@fat - Internet Historian
2016-05-05
If you take a listen to Rives’ great TED talk from 2006 today, it’s pretty easy to see it as a little time capsule. Here he is talking (eloquently and entertainingly) about Napster and Friendster. What was, at the time, a piece of pop culture criticism and entertainment, is just as easily viewed as artefact of an era in the internet history. The internet moves fast, look at how quickly we moved from the bullshit-ly labelled Internet 1.0, to Internet 2.0, to deciding that numbering eras of the internet like that is stupid. That’s how a talk from 2006 can refer to long defunct technologies and come off sounding like archive footage explaining the social norms of telegraph communication.
We don’t much in the way of a history of the internet. To many, it would seem far too soon to begin the active process of cataloguing and historicising the internet. There have been provisional efforts.The Wayback Machine gives one access to the internet archives, and there’s a hell of a lot of data there. You can find the technical specifications for deprecated versions of web technologies like Apache and table-based layouts if you dig hard enough. All of that is just raw material though. The contents of an Egyptian tomb aren’t history until the tomb is unsealed and explored by the people of the present, who weave a narrative for us out of these inanimate objects.

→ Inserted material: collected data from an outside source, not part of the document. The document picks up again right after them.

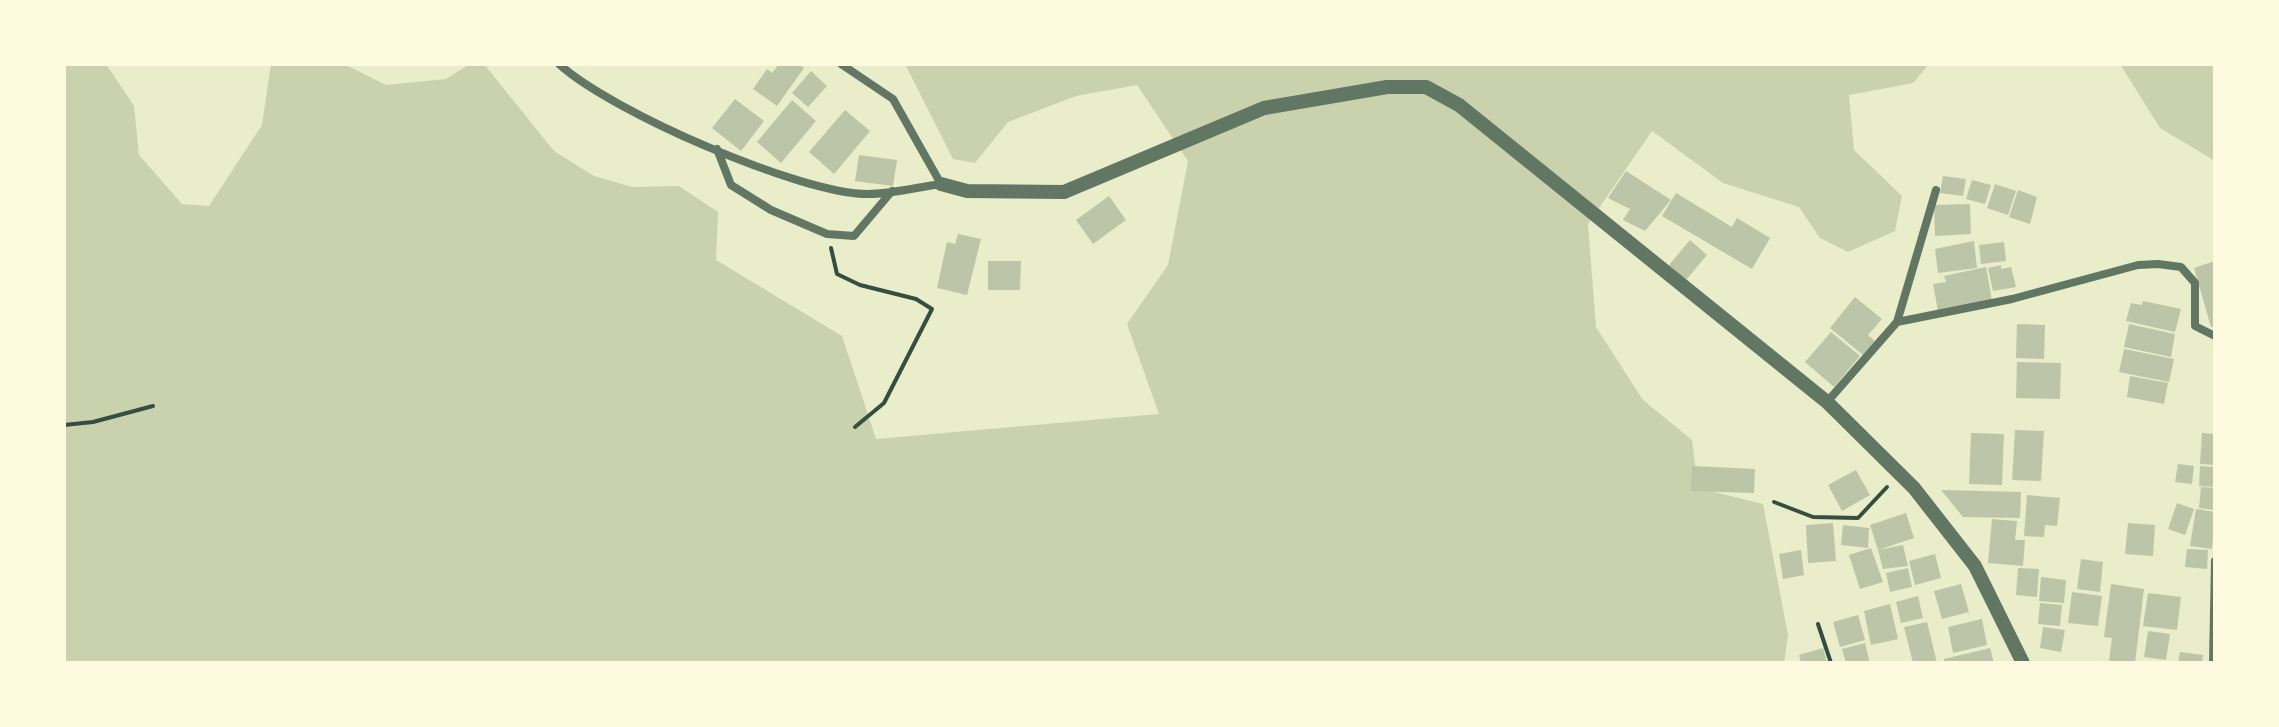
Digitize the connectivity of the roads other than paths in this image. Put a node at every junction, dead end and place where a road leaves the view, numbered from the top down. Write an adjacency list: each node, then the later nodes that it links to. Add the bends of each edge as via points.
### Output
1 (559, 64): 3 (street, via 620,105)
2 (841, 64): 4 (street, via 893,99)
3 (717, 149): 6 (street, via 828,190); 6 (street, via 731,185 771,210 827,234 854,236)
4 (941, 184): 6 (street); 9 (street, via 967,191 1064,192 1264,108 1387,87 1426,87 1459,105)
5 (1936, 190): 7 (street)
6 (893, 191)
7 (1897, 322): 8 (street, via 2158,264 2181,267 2195,283 2195,326); 9 (street)
8 (2215, 336)
9 (1827, 402): 11 (street, via 1914,488 1975,566)
10 (2215, 561): 12 (street)
11 (2023, 663)
12 (2213, 663)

@fat is who we’ve been waiting for. In 2015, @fat spoke at Code Genius in NYC about the “Cascading Shit Show”. Talks at these conferences, and I’ve watched a lot of them, usually fall into the following archetypes: evangelising a new technique or technology, or calling the industry to action on a lack or inadequacy of some kind (whether it be cultural, technical, or in user experience). Not so with @fat’s talks. Cascading Shit Show isn’t a teardown of the silliness of the omnipresent technology and a prescription for the alternative, as the name might suggest. Instead, it is an impeccably researched history lesson about the evolution and the architecting of CSS. Digging through primary sources that sound incredibly tedious to unearth and parse, @fat is able to tie together an incredible story with a whole cast of characters crudely rendered with the pen tool in Photoshop.

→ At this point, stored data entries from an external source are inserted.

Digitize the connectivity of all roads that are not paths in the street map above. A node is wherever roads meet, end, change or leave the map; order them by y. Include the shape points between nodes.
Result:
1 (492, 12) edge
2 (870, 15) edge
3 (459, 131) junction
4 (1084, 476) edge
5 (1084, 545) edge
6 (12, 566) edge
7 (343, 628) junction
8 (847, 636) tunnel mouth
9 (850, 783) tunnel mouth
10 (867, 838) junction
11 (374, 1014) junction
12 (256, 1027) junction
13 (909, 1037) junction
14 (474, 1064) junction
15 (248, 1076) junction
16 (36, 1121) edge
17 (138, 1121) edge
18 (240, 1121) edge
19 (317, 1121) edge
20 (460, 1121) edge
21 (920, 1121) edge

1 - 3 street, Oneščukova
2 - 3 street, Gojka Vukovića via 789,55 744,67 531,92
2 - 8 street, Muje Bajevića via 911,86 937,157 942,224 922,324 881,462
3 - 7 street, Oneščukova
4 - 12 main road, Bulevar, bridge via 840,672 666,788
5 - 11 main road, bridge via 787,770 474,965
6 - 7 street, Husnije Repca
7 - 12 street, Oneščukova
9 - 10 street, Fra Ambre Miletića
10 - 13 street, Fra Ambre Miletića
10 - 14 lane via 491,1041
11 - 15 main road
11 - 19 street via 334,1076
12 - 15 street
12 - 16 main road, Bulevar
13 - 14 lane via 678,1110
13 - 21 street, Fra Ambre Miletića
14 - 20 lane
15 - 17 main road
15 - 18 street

In What Is Open Source And Why Do I Feel So Guilty, at dotJS in Paris, @fat stands in front of an enormous drawing of Linus Torvalds. Torvalds has been drawn sketchily, looking a little like a bargain basement Pendleton Ward character. @fat is talking about his side project, or rather his all-consuming project, Bootstrap. Or rather, he’s talking about how open-source projects have the habit of mushrooming from fun ideas into time intensive nightmares that need constant maintaining and marshalling. That synopsis makes the talk sound like it would totally fit into one of those archetypes I mentioned, right? Nah, @fat approaches the topic by giving us a run through the history of the open source movement: how we got to where we are today. Hence, Linus Torvalds.
@fat’s tone is irreverent, self-aware, acerbic, and ironic. It’s just perfect for the historian of our times. He’s a literature major, he might even recognise himself in Dave Eggers. God knows he’s self-aware and puckish enough. The bizarre mixture of having a ADD-style short attention span and an incredible depth of knowledge on a given issue that he’s decided to research, is matched exactly to the simultaneous depth and shallowness of the internet he has adopted as his area of speciality. Even just these two talks that are available to those who aren’t blessed enough to be able to afford conference tickets, are enough to begin a new school of history. @fat is telling stories about us that haven’t been told yet, and he’s damn good at telling them. Forget Bootstrap, the framework that has set the visual tone of the internet for years now, @fat’s histories are his most important work, and we should be doing more to join him in that work.